**The task**.
Entries follow. Return each line that contains the word "highway".

**Data provided**.
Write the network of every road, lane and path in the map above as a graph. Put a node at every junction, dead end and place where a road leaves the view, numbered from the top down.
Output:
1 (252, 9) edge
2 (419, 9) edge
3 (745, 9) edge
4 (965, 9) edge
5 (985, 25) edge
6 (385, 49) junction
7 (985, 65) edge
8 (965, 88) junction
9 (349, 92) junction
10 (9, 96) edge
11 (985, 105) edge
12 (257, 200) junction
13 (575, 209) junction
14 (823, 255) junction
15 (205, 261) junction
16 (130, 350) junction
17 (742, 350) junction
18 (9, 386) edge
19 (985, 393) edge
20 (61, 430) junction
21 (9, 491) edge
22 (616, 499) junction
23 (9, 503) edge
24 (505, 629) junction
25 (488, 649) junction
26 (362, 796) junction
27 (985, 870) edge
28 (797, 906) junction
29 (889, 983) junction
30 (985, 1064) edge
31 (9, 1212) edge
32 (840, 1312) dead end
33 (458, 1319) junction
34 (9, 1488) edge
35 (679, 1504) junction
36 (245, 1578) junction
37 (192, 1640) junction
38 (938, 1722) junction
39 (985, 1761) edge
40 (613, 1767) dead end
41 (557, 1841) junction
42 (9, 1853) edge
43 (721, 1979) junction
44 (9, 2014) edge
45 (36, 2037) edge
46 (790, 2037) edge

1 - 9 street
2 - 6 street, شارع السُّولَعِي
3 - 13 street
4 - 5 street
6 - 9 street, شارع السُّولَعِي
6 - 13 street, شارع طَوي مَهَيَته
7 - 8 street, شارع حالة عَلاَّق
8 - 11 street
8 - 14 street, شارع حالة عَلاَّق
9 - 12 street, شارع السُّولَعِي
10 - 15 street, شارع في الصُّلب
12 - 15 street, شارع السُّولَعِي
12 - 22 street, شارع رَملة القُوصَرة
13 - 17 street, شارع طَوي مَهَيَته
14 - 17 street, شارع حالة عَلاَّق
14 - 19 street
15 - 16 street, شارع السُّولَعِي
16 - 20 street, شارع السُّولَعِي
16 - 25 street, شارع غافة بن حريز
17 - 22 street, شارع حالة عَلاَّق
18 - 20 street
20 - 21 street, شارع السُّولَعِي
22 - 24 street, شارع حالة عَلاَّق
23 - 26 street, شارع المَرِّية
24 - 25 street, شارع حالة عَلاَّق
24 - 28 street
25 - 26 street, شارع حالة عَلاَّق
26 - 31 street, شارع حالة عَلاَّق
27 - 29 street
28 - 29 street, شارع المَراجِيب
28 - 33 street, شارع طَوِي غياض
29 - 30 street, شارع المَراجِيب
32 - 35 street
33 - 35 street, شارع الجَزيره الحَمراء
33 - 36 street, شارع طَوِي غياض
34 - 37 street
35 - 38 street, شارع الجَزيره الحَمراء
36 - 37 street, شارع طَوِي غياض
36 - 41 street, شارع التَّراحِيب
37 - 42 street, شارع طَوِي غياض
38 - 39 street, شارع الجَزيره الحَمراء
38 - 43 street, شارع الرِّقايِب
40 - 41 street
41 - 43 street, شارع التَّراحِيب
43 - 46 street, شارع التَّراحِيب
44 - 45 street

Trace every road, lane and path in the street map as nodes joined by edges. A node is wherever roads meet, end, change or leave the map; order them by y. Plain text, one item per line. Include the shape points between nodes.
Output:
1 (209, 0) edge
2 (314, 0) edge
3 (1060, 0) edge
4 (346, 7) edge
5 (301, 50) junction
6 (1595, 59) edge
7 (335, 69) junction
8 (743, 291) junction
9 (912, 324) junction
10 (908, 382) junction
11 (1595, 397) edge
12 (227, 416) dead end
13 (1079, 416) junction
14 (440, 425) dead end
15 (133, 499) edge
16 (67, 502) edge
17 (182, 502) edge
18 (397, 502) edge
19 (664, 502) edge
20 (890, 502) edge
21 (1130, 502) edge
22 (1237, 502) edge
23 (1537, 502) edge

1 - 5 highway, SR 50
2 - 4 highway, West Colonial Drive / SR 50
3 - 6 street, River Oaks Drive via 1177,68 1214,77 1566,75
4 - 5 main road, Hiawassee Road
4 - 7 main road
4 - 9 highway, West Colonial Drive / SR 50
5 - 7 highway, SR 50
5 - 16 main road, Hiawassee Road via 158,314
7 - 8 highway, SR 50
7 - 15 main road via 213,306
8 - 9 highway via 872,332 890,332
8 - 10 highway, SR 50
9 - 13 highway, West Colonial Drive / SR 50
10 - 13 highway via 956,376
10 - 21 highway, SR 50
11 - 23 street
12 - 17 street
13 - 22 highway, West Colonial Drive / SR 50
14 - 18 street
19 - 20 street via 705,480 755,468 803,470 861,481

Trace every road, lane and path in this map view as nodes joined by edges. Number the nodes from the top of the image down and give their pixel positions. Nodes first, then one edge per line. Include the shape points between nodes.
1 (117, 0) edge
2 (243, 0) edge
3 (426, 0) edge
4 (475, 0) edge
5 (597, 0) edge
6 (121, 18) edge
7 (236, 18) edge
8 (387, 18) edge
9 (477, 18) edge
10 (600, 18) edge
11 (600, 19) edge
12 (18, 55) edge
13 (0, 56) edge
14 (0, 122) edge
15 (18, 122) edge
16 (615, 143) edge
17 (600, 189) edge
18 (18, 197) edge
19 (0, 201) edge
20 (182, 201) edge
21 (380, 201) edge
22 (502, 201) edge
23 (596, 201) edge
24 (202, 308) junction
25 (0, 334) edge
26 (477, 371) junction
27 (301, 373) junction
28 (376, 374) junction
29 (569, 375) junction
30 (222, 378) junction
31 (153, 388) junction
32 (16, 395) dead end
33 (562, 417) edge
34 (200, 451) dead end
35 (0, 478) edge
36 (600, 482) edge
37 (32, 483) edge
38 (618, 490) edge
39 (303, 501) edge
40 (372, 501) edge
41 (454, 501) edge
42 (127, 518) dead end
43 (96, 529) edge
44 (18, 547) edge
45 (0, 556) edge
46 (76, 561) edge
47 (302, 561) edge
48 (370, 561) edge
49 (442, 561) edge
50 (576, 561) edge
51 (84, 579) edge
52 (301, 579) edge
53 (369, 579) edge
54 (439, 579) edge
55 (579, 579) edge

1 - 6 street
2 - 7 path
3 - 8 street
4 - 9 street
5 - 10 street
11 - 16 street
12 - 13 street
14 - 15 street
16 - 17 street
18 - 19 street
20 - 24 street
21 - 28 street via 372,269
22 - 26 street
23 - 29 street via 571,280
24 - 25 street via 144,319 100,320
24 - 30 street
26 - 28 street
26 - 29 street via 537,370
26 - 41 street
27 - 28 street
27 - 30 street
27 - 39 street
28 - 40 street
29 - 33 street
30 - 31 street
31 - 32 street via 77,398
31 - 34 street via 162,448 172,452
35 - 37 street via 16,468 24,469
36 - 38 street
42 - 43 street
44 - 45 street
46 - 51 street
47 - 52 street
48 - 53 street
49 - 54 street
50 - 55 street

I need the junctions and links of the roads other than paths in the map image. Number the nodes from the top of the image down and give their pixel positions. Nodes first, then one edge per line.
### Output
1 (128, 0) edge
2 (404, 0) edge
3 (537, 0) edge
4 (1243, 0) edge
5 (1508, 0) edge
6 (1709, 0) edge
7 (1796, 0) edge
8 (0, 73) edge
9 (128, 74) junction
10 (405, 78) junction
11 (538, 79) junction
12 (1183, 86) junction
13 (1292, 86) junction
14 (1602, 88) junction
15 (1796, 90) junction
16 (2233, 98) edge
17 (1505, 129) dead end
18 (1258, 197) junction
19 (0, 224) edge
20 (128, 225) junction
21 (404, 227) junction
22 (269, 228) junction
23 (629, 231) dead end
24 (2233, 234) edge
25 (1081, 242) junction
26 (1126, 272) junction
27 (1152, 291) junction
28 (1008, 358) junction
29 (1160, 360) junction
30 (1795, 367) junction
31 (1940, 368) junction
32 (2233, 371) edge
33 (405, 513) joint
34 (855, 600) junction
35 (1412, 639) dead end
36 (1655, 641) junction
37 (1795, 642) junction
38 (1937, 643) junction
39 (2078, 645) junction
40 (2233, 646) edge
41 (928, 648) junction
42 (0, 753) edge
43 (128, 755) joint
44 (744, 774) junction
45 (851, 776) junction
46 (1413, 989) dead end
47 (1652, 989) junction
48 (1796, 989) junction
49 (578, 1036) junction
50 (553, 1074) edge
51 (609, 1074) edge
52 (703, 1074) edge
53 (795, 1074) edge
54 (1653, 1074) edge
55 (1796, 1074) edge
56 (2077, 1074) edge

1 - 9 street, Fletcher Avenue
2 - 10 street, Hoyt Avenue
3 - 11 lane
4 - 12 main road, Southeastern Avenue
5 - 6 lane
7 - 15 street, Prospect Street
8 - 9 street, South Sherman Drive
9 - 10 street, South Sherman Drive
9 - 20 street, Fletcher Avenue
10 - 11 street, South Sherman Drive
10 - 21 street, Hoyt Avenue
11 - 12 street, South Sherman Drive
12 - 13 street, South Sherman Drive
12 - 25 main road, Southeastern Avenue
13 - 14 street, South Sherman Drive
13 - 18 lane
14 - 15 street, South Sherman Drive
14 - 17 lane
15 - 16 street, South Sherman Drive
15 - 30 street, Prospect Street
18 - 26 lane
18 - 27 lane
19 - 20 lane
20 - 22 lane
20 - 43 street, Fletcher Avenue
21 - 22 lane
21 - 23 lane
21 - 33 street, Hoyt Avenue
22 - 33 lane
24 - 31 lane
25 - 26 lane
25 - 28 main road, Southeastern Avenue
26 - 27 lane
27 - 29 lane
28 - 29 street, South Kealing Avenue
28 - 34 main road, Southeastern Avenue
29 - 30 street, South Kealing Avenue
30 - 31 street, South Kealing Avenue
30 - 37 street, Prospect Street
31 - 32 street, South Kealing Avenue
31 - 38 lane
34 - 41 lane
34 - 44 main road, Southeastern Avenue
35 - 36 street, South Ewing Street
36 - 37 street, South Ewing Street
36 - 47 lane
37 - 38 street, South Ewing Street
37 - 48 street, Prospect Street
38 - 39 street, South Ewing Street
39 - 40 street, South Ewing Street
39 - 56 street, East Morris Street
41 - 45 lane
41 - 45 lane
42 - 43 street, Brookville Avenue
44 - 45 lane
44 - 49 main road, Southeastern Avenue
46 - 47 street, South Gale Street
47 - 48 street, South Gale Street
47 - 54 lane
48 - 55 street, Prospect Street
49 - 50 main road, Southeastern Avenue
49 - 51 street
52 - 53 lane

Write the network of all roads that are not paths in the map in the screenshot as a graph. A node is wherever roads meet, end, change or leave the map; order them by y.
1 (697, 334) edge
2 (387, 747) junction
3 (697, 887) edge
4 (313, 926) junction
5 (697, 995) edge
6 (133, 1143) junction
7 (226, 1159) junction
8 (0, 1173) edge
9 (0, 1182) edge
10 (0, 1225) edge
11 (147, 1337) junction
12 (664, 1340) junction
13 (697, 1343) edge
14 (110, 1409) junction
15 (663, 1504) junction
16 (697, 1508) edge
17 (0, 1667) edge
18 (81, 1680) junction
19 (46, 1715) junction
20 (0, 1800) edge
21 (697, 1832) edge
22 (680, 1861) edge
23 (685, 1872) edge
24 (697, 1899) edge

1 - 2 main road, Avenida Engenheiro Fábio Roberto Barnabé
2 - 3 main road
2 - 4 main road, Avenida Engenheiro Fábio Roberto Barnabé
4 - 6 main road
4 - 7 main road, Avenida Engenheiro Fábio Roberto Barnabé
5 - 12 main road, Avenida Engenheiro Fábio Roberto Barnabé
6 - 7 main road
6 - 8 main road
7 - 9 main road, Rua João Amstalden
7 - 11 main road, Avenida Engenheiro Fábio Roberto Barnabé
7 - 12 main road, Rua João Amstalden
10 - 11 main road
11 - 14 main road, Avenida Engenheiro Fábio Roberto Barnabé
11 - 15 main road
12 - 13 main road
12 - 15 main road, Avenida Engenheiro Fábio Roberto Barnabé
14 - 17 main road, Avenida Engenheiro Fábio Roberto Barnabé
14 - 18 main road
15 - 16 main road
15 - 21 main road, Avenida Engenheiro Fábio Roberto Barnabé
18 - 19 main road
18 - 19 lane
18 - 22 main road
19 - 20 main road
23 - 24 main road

**Answer**.
1 - 5 highway, SR 50
2 - 4 highway, West Colonial Drive / SR 50
4 - 9 highway, West Colonial Drive / SR 50
5 - 7 highway, SR 50
7 - 8 highway, SR 50
8 - 9 highway via 872,332 890,332
8 - 10 highway, SR 50
9 - 13 highway, West Colonial Drive / SR 50
10 - 13 highway via 956,376
10 - 21 highway, SR 50
13 - 22 highway, West Colonial Drive / SR 50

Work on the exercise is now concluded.